In 15,000 B.C. early humankind, who had evolved in Africa tens of thousands of years before and spread out to populate the Earth, arrived in Siberia, during the Ice Age. Because so much water was locked up at that time in the great ice sheets, several miles thick, the levels of the world's oceans were much lower than they are today, and early humans were able to walk across the Bering Strait, then a land bridge, without getting their feet wet and enter the Americas.

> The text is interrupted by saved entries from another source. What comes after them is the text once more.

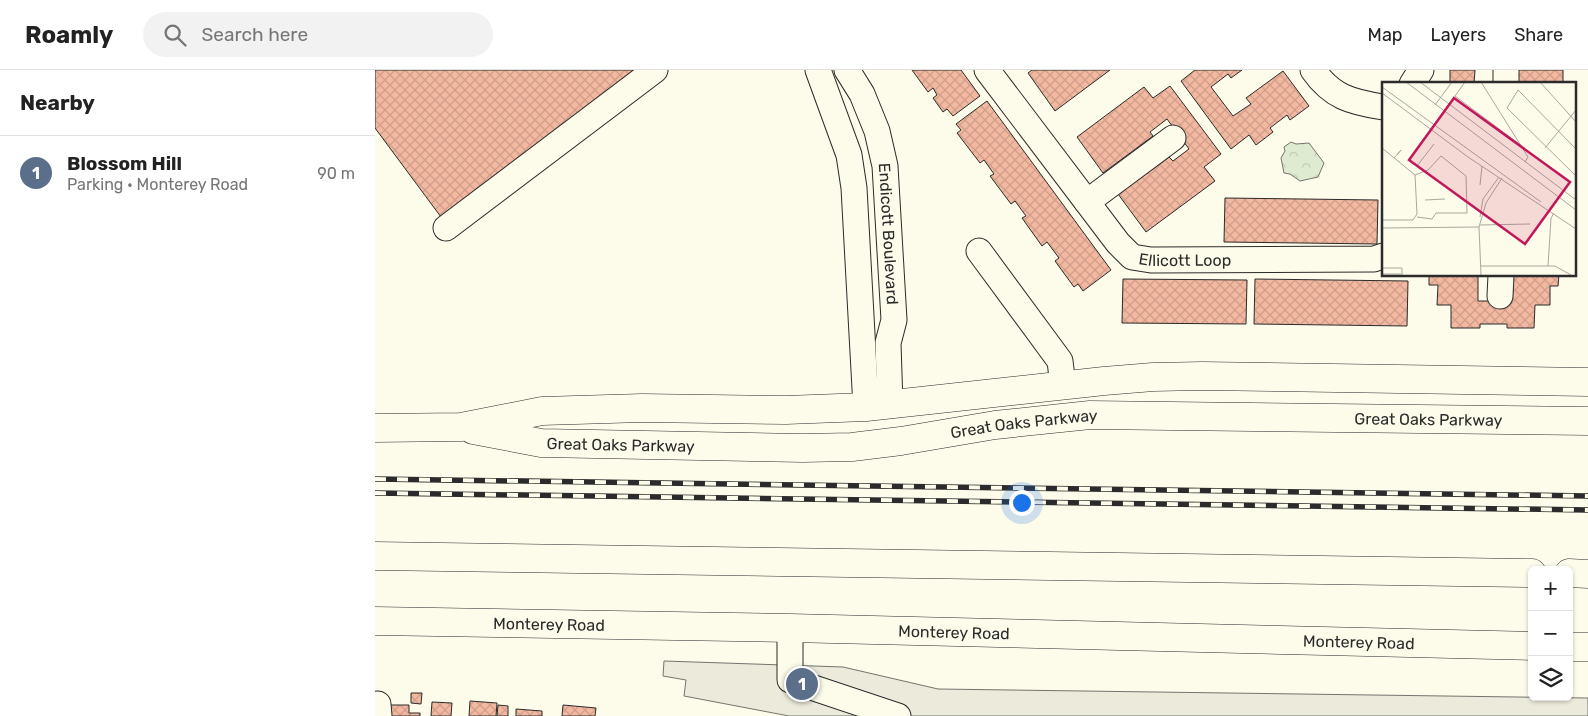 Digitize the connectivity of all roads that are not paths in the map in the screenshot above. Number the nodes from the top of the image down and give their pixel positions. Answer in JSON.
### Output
{"nodes":[{"id":1,"x":655,"y":70,"type":"edge"},
{"id":2,"x":818,"y":70,"type":"edge"},
{"id":3,"x":847,"y":70,"type":"edge"},
{"id":4,"x":1313,"y":70,"type":"edge"},
{"id":5,"x":1421,"y":70,"type":"edge"},
{"id":6,"x":999,"y":74,"type":"edge"},
{"id":7,"x":1413,"y":82,"type":"edge"},
{"id":8,"x":1382,"y":107,"type":"edge"},
{"id":9,"x":1173,"y":138,"type":"dead end"},
{"id":10,"x":1087,"y":202,"type":"junction"},
{"id":11,"x":446,"y":228,"type":"dead end"},
{"id":12,"x":979,"y":251,"type":"dead end"},
{"id":13,"x":1382,"y":256,"type":"edge"},
{"id":14,"x":891,"y":271,"type":"junction"},
{"id":15,"x":858,"y":274,"type":"junction"},
{"id":16,"x":1588,"y":382,"type":"edge"},
{"id":17,"x":1063,"y":386,"type":"junction"},
{"id":18,"x":878,"y":406,"type":"junction"},
{"id":19,"x":1588,"y":421,"type":"edge"},
{"id":20,"x":375,"y":428,"type":"edge"},
{"id":21,"x":461,"y":428,"type":"junction"},
{"id":22,"x":803,"y":448,"type":"junction"},
{"id":23,"x":375,"y":556,"type":"edge"},
{"id":24,"x":1528,"y":573,"type":"edge"},
{"id":25,"x":1573,"y":574,"type":"edge"},
{"id":26,"x":1588,"y":574,"type":"edge"},
{"id":27,"x":375,"y":621,"type":"edge"},
{"id":28,"x":789,"y":628,"type":"junction"},
{"id":29,"x":1528,"y":646,"type":"edge"},
{"id":30,"x":1573,"y":647,"type":"edge"},
{"id":31,"x":1588,"y":647,"type":"edge"},
{"id":32,"x":898,"y":716,"type":"edge"}],
"edges":[{"from":1,"to":11,"type":"street"},
{"from":2,"to":15,"type":"street","name":"Endicott Boulevard"},
{"from":3,"to":14,"type":"street","name":"Endicott Boulevard"},
{"from":4,"to":8,"type":"street"},
{"from":5,"to":7,"type":"street"},
{"from":6,"to":10,"type":"street","name":"Ellicott Loop"},
{"from":9,"to":10,"type":"street"},
{"from":10,"to":13,"type":"street","name":"Ellicott Loop"},
{"from":12,"to":17,"type":"street"},
{"from":14,"to":15,"type":"street"},
{"from":14,"to":18,"type":"street","name":"Endicott Boulevard"},
{"from":15,"to":18,"type":"street","name":"Endicott Boulevard"},
{"from":16,"to":17,"type":"main road","name":"Great Oaks Parkway"},
{"from":17,"to":18,"type":"main road","name":"Great Oaks Parkway"},
{"from":18,"to":21,"type":"main road","name":"Great Oaks Parkway"},
{"from":18,"to":22,"type":"main road"},
{"from":19,"to":22,"type":"main road","name":"Great Oaks Parkway"},
{"from":20,"to":21,"type":"main road","name":"Great Oaks Parkway"},
{"from":21,"to":22,"type":"main road","name":"Great Oaks Parkway"},
{"from":23,"to":24,"type":"main road"},
{"from":25,"to":26,"type":"main road"},
{"from":27,"to":28,"type":"main road","name":"Monterey Road"},
{"from":28,"to":29,"type":"main road","name":"Monterey Road"},
{"from":28,"to":32,"type":"street"},
{"from":30,"to":31,"type":"main road"}]} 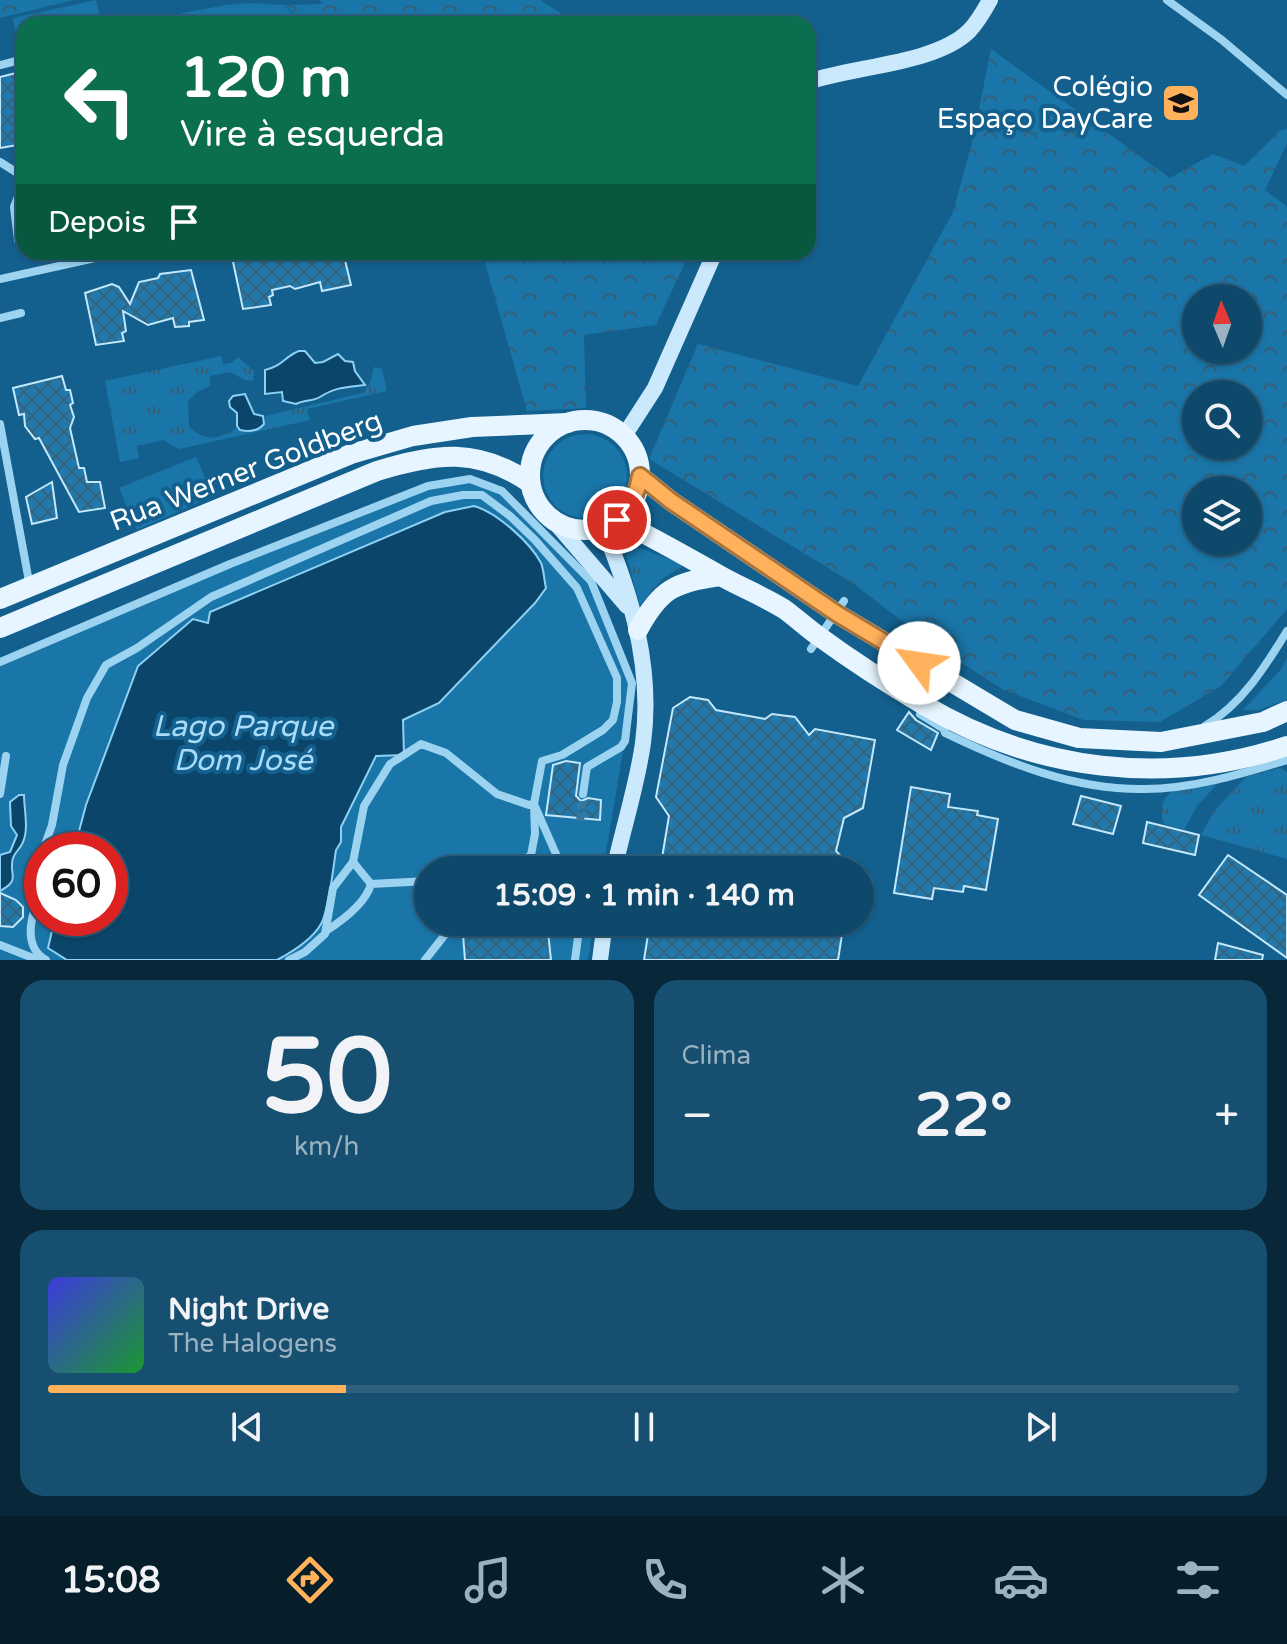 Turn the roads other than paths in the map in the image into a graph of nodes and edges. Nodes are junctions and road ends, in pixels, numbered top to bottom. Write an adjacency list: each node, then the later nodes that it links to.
1 (990, 0): 3 (street)
2 (1167, 0): 4 (street)
3 (816, 80)
4 (1287, 95)
5 (16, 202): 6 (street)
6 (16, 224)
7 (86, 260): 9 (street)
8 (711, 260): 14 (street)
9 (0, 279)
10 (21, 313): 11 (street)
11 (0, 318)
12 (568, 423): 14 (main road); 16 (main road); 20 (main road, Rua Werner Goldberg)
13 (0, 424): 20 (street)
14 (624, 436): 15 (main road)
15 (640, 476): 18 (main road); 22 (main road)
16 (530, 483): 17 (main road); 24 (main road, Rua Werner Goldberg)
17 (554, 521): 18 (main road); 23 (street)
18 (610, 524): 19 (main road); 23 (street)
19 (720, 576): 23 (main road); 26 (main road)
20 (30, 587): 21 (main road, Rua Werner Goldberg)
21 (0, 599)
22 (840, 607): 26 (street); 30 (main road)
23 (636, 622): 40 (street)
24 (0, 628)
25 (1287, 631): 30 (street)
26 (815, 643): 31 (main road)
27 (0, 662): 35 (street)
28 (1287, 711): 30 (main road)
29 (920, 714): 33 (street)
30 (1161, 742)
31 (1287, 746)
32 (6, 756): 34 (street)
33 (1287, 760)
34 (0, 794)
35 (583, 794)
36 (534, 804): 37 (street); 38 (street); 39 (street); 41 (street)
37 (50, 832)
38 (530, 856)
39 (557, 856)
40 (617, 856)
41 (353, 862): 43 (street); 44 (street)
42 (414, 882): 43 (street)
43 (371, 884): 44 (street)
44 (326, 931): 52 (street)
45 (31, 936): 51 (street)
46 (444, 936): 53 (street)
47 (578, 936): 54 (street)
48 (603, 936): 55 (street)
49 (0, 945): 50 (street)
50 (38, 960)
51 (46, 960)
52 (289, 960)
53 (425, 960)
54 (575, 960)
55 (600, 960)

Then, the Ice Age came to an end, the Bering Strait refilled with water and humans in the Americas were cut off from humans elsewhere in the world. This division - with two great populations on Earth, each oblivious of the other - continued until Christopher Columbus 'discovered' America just before 1500 A.D. This is the fascinating subject of THE GREAT DIVIDE, which compares and contrasts the development of humankind in the 'Old World' and the 'New' between 15,000 B.C. and 1500 A.D. This unprecedented comparison of early peoples means that, when these factors are taken together, they offer a uniquely revealing insight into what it means to be human.
THE GREAT DIVIDE offers a masterly and totally original synthesis of archaeology, anthropology, geology, meteorology, cosmology and mythology, to give a new shape - and a new understanding - to human history.
PUBLISHERS WEEKLY
Watson, a former senior editor at the London Sunday Times, explores the radically different cultures and fates of the Eastern and Western hemispheres in this sweeping comparative history from the last Ice Age to the Columbian contact. His analysis spotlights gross environmental disparities: compared to the Old World, the Americas had a smaller land mass and population, a geographical layout that impeded cultural and technological exchange, a dearth of domesticable plants and animals and an unstable climate and terrain wracked by hurricanes, droughts, volcanoes, and earthquakes. But Watson reaches further sometimes implausibly far in linking physical and ecological conditions to ideology and religion; he contends that the New World's frequent geoclimatic disasters provoked rites of human sacrifice to propitiate angry gods, and that the Old World's experience with animal husbandry helped engender both the Judeo-Christian tradition and rationalism. Watson (The Caravaggio Conspiracy) integrates reams of multidisciplinary scholarship into an ambitious and stimulating unifying framework. Inevitably, some of his speculations feel forced, especially on the meanings of the New World's bloodthirsty rituals and shamanistic jaguar deities, which feel like exotic enigmas beside the more familiar narrative of Old World progress. Still, like Jared Diamond's Guns, Germs, and Steel, his grand-scale history contains fascinating insights at every turn. B&w illus.; maps.